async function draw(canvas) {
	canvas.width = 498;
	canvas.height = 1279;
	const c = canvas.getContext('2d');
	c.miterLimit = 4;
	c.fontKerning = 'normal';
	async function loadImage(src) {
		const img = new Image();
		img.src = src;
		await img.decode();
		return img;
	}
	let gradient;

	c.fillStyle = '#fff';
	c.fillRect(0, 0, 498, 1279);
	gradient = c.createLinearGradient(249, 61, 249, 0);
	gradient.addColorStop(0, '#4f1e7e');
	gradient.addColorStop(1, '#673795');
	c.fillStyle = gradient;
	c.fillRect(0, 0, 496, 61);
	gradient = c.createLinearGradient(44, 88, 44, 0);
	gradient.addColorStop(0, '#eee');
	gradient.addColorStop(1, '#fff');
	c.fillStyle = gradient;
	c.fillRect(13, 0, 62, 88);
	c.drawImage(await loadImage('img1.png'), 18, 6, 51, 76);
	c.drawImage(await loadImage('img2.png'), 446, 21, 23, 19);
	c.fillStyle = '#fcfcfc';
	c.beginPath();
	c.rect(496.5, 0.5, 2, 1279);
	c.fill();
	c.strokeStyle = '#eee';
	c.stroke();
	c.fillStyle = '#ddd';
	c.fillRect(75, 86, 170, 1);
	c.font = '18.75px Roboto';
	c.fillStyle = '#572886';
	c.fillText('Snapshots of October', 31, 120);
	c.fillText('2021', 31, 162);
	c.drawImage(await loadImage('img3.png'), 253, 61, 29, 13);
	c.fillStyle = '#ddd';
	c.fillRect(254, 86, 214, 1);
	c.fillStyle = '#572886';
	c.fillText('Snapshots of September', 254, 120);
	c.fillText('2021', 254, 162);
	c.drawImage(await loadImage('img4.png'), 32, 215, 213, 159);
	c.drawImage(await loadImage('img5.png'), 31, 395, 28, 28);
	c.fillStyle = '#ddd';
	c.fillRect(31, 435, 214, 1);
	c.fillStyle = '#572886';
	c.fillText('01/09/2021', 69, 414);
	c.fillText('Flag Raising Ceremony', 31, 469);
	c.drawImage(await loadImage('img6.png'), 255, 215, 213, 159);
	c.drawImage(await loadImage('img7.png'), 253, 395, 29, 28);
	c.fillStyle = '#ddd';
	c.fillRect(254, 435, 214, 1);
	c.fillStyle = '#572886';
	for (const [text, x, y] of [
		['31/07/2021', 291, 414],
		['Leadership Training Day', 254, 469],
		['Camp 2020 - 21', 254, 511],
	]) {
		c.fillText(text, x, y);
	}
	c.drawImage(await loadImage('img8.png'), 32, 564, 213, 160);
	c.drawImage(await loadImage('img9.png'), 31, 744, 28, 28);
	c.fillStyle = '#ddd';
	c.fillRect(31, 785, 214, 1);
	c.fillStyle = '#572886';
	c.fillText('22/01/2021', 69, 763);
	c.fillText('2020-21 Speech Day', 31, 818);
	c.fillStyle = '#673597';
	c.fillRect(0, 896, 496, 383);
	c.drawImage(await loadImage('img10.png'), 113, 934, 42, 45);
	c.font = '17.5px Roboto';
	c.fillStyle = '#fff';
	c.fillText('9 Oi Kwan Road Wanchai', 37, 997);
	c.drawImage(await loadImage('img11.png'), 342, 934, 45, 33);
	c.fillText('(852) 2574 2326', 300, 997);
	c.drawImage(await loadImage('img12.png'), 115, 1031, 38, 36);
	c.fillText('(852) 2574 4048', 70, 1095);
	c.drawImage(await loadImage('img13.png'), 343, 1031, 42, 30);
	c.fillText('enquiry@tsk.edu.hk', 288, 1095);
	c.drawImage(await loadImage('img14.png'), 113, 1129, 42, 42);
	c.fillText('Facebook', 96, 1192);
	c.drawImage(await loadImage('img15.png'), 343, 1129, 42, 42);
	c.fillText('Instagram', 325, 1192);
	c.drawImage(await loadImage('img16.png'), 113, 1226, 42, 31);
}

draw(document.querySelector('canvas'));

WHAT THIS TASK INVOLVES:
The required output is the stretch of entries above from the line containing "c.strokeStyle = '#eee';" through the line containing "c.fillText('9 Oi Kwan", reproduced exactly.

EXERCISE RESULT:
	c.strokeStyle = '#eee';
	c.stroke();
	c.fillStyle = '#ddd';
	c.fillRect(75, 86, 170, 1);
	c.font = '18.75px Roboto';
	c.fillStyle = '#572886';
	c.fillText('Snapshots of October', 31, 120);
	c.fillText('2021', 31, 162);
	c.drawImage(await loadImage('img3.png'), 253, 61, 29, 13);
	c.fillStyle = '#ddd';
	c.fillRect(254, 86, 214, 1);
	c.fillStyle = '#572886';
	c.fillText('Snapshots of September', 254, 120);
	c.fillText('2021', 254, 162);
	c.drawImage(await loadImage('img4.png'), 32, 215, 213, 159);
	c.drawImage(await loadImage('img5.png'), 31, 395, 28, 28);
	c.fillStyle = '#ddd';
	c.fillRect(31, 435, 214, 1);
	c.fillStyle = '#572886';
	c.fillText('01/09/2021', 69, 414);
	c.fillText('Flag Raising Ceremony', 31, 469);
	c.drawImage(await loadImage('img6.png'), 255, 215, 213, 159);
	c.drawImage(await loadImage('img7.png'), 253, 395, 29, 28);
	c.fillStyle = '#ddd';
	c.fillRect(254, 435, 214, 1);
	c.fillStyle = '#572886';
	for (const [text, x, y] of [
		['31/07/2021', 291, 414],
		['Leadership Training Day', 254, 469],
		['Camp 2020 - 21', 254, 511],
	]) {
		c.fillText(text, x, y);
	}
	c.drawImage(await loadImage('img8.png'), 32, 564, 213, 160);
	c.drawImage(await loadImage('img9.png'), 31, 744, 28, 28);
	c.fillStyle = '#ddd';
	c.fillRect(31, 785, 214, 1);
	c.fillStyle = '#572886';
	c.fillText('22/01/2021', 69, 763);
	c.fillText('2020-21 Speech Day', 31, 818);
	c.fillStyle = '#673597';
	c.fillRect(0, 896, 496, 383);
	c.drawImage(await loadImage('img10.png'), 113, 934, 42, 45);
	c.font = '17.5px Roboto';
	c.fillStyle = '#fff';
	c.fillText('9 Oi Kwan Road Wanchai', 37, 997);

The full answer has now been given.